*Task item*:
Please repeat the entries exactly as they appear and omit any images.

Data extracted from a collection
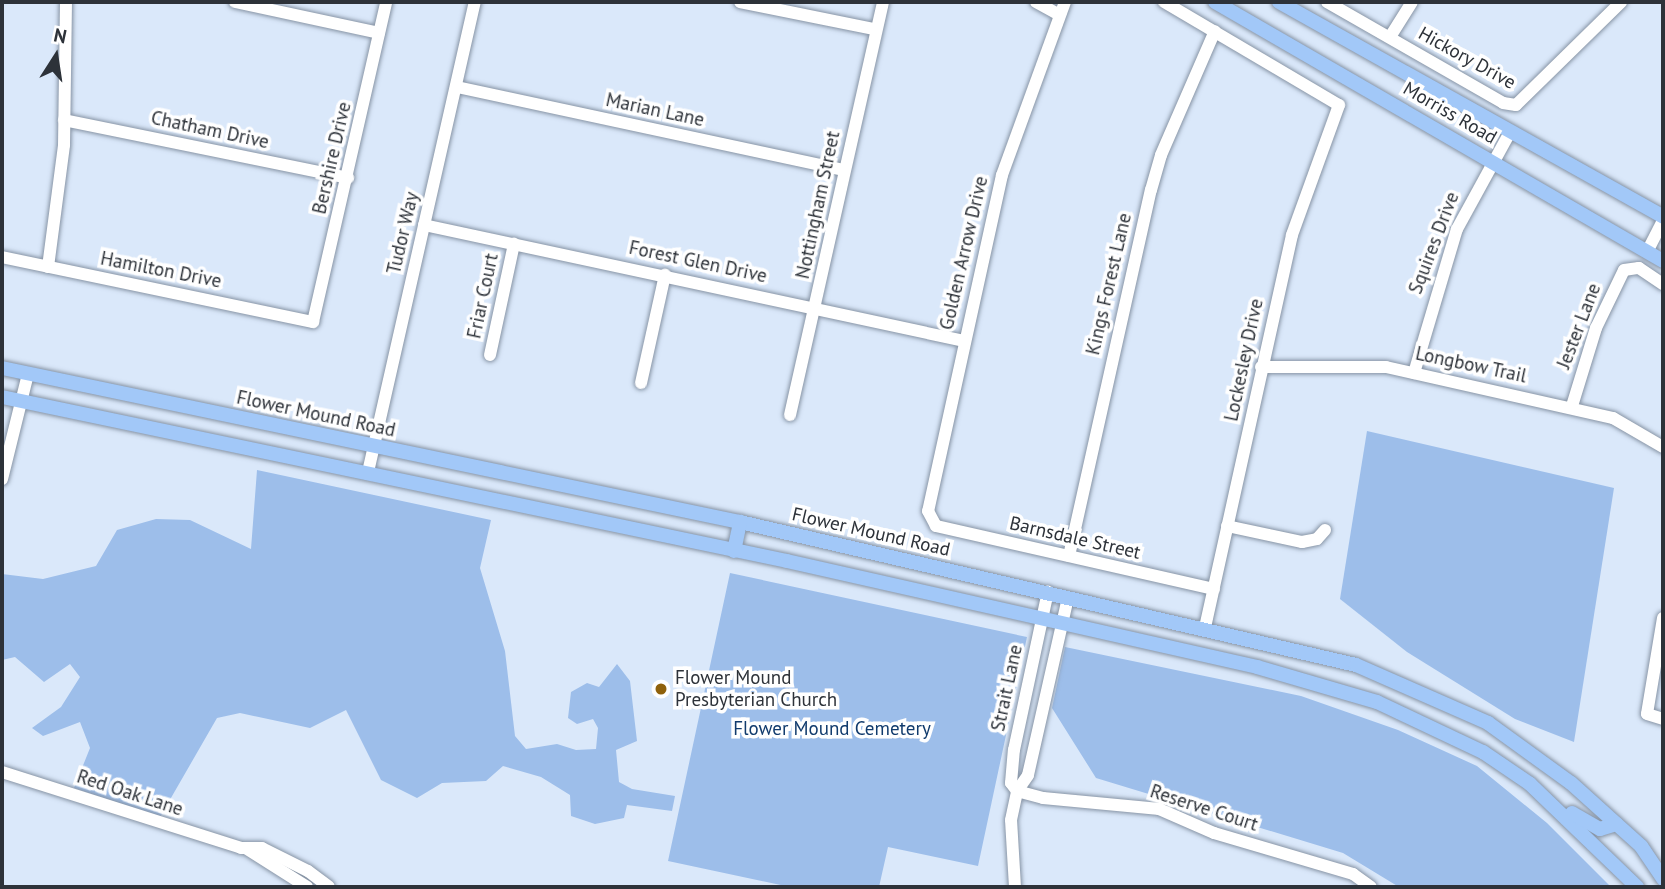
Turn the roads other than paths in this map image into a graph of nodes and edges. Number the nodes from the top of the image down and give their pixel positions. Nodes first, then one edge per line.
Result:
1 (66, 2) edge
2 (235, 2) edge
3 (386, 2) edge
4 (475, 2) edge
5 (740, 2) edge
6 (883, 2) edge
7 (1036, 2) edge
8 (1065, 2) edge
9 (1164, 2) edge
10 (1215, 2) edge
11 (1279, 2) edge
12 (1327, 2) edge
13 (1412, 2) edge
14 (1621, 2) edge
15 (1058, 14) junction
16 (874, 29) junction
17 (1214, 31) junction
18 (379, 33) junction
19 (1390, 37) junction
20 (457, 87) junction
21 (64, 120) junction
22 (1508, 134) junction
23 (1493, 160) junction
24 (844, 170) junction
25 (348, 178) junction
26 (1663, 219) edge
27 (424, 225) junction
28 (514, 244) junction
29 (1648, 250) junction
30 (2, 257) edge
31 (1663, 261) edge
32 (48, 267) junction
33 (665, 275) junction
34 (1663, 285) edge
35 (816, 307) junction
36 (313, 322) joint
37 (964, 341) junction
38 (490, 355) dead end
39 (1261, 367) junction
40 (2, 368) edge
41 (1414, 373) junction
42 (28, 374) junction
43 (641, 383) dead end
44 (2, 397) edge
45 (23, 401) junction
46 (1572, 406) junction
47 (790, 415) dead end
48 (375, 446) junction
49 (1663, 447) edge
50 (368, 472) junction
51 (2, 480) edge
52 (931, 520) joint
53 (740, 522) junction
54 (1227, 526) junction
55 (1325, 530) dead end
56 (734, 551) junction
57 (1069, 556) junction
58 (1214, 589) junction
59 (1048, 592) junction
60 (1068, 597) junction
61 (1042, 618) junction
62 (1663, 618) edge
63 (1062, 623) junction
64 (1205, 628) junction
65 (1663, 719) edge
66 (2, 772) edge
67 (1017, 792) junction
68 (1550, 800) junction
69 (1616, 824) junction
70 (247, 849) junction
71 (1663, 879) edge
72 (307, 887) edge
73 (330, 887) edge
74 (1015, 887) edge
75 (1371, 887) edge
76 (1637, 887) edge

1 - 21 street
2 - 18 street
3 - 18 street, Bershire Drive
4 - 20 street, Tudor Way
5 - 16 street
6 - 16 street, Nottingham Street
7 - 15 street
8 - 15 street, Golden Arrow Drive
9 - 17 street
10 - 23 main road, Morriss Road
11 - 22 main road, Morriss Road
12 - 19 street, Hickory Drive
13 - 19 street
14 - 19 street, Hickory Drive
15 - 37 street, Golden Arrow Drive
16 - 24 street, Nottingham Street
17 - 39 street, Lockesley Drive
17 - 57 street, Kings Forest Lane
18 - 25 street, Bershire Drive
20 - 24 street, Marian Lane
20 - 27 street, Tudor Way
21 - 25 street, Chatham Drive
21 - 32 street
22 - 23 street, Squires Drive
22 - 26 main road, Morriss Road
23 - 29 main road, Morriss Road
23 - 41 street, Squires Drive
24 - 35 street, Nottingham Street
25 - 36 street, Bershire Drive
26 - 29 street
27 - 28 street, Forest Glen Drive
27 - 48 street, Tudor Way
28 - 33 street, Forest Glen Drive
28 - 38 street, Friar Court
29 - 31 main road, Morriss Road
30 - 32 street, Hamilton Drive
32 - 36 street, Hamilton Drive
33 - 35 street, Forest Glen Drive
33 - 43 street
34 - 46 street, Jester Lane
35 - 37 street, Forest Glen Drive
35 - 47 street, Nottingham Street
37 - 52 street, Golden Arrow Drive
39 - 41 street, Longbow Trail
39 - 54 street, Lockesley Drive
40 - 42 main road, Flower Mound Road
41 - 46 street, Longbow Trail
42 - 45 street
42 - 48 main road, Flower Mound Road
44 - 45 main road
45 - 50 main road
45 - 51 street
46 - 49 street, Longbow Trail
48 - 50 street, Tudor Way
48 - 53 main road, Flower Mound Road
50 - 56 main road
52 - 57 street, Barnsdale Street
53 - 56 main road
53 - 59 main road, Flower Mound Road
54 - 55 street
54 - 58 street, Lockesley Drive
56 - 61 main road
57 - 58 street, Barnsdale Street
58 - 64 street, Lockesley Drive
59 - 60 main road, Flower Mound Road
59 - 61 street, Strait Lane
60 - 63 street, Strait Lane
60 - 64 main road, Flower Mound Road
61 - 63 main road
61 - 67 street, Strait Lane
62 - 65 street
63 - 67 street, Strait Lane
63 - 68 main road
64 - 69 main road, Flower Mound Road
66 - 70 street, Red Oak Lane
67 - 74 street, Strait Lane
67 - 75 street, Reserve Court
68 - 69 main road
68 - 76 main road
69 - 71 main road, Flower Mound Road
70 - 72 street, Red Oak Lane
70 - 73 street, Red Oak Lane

*Exercise answer*:
Turn the roads other than paths in this map image into a graph of nodes and edges. Number the nodes from the top of the image down and give their pixel positions. Nodes first, then one edge per line.
Result:
1 (66, 2) edge
2 (235, 2) edge
3 (386, 2) edge
4 (475, 2) edge
5 (740, 2) edge
6 (883, 2) edge
7 (1036, 2) edge
8 (1065, 2) edge
9 (1164, 2) edge
10 (1215, 2) edge
11 (1279, 2) edge
12 (1327, 2) edge
13 (1412, 2) edge
14 (1621, 2) edge
15 (1058, 14) junction
16 (874, 29) junction
17 (1214, 31) junction
18 (379, 33) junction
19 (1390, 37) junction
20 (457, 87) junction
21 (64, 120) junction
22 (1508, 134) junction
23 (1493, 160) junction
24 (844, 170) junction
25 (348, 178) junction
26 (1663, 219) edge
27 (424, 225) junction
28 (514, 244) junction
29 (1648, 250) junction
30 (2, 257) edge
31 (1663, 261) edge
32 (48, 267) junction
33 (665, 275) junction
34 (1663, 285) edge
35 (816, 307) junction
36 (313, 322) joint
37 (964, 341) junction
38 (490, 355) dead end
39 (1261, 367) junction
40 (2, 368) edge
41 (1414, 373) junction
42 (28, 374) junction
43 (641, 383) dead end
44 (2, 397) edge
45 (23, 401) junction
46 (1572, 406) junction
47 (790, 415) dead end
48 (375, 446) junction
49 (1663, 447) edge
50 (368, 472) junction
51 (2, 480) edge
52 (931, 520) joint
53 (740, 522) junction
54 (1227, 526) junction
55 (1325, 530) dead end
56 (734, 551) junction
57 (1069, 556) junction
58 (1214, 589) junction
59 (1048, 592) junction
60 (1068, 597) junction
61 (1042, 618) junction
62 (1663, 618) edge
63 (1062, 623) junction
64 (1205, 628) junction
65 (1663, 719) edge
66 (2, 772) edge
67 (1017, 792) junction
68 (1550, 800) junction
69 (1616, 824) junction
70 (247, 849) junction
71 (1663, 879) edge
72 (307, 887) edge
73 (330, 887) edge
74 (1015, 887) edge
75 (1371, 887) edge
76 (1637, 887) edge

1 - 21 street
2 - 18 street
3 - 18 street, Bershire Drive
4 - 20 street, Tudor Way
5 - 16 street
6 - 16 street, Nottingham Street
7 - 15 street
8 - 15 street, Golden Arrow Drive
9 - 17 street
10 - 23 main road, Morriss Road
11 - 22 main road, Morriss Road
12 - 19 street, Hickory Drive
13 - 19 street
14 - 19 street, Hickory Drive
15 - 37 street, Golden Arrow Drive
16 - 24 street, Nottingham Street
17 - 39 street, Lockesley Drive
17 - 57 street, Kings Forest Lane
18 - 25 street, Bershire Drive
20 - 24 street, Marian Lane
20 - 27 street, Tudor Way
21 - 25 street, Chatham Drive
21 - 32 street
22 - 23 street, Squires Drive
22 - 26 main road, Morriss Road
23 - 29 main road, Morriss Road
23 - 41 street, Squires Drive
24 - 35 street, Nottingham Street
25 - 36 street, Bershire Drive
26 - 29 street
27 - 28 street, Forest Glen Drive
27 - 48 street, Tudor Way
28 - 33 street, Forest Glen Drive
28 - 38 street, Friar Court
29 - 31 main road, Morriss Road
30 - 32 street, Hamilton Drive
32 - 36 street, Hamilton Drive
33 - 35 street, Forest Glen Drive
33 - 43 street
34 - 46 street, Jester Lane
35 - 37 street, Forest Glen Drive
35 - 47 street, Nottingham Street
37 - 52 street, Golden Arrow Drive
39 - 41 street, Longbow Trail
39 - 54 street, Lockesley Drive
40 - 42 main road, Flower Mound Road
41 - 46 street, Longbow Trail
42 - 45 street
42 - 48 main road, Flower Mound Road
44 - 45 main road
45 - 50 main road
45 - 51 street
46 - 49 street, Longbow Trail
48 - 50 street, Tudor Way
48 - 53 main road, Flower Mound Road
50 - 56 main road
52 - 57 street, Barnsdale Street
53 - 56 main road
53 - 59 main road, Flower Mound Road
54 - 55 street
54 - 58 street, Lockesley Drive
56 - 61 main road
57 - 58 street, Barnsdale Street
58 - 64 street, Lockesley Drive
59 - 60 main road, Flower Mound Road
59 - 61 street, Strait Lane
60 - 63 street, Strait Lane
60 - 64 main road, Flower Mound Road
61 - 63 main road
61 - 67 street, Strait Lane
62 - 65 street
63 - 67 street, Strait Lane
63 - 68 main road
64 - 69 main road, Flower Mound Road
66 - 70 street, Red Oak Lane
67 - 74 street, Strait Lane
67 - 75 street, Reserve Court
68 - 69 main road
68 - 76 main road
69 - 71 main road, Flower Mound Road
70 - 72 street, Red Oak Lane
70 - 73 street, Red Oak Lane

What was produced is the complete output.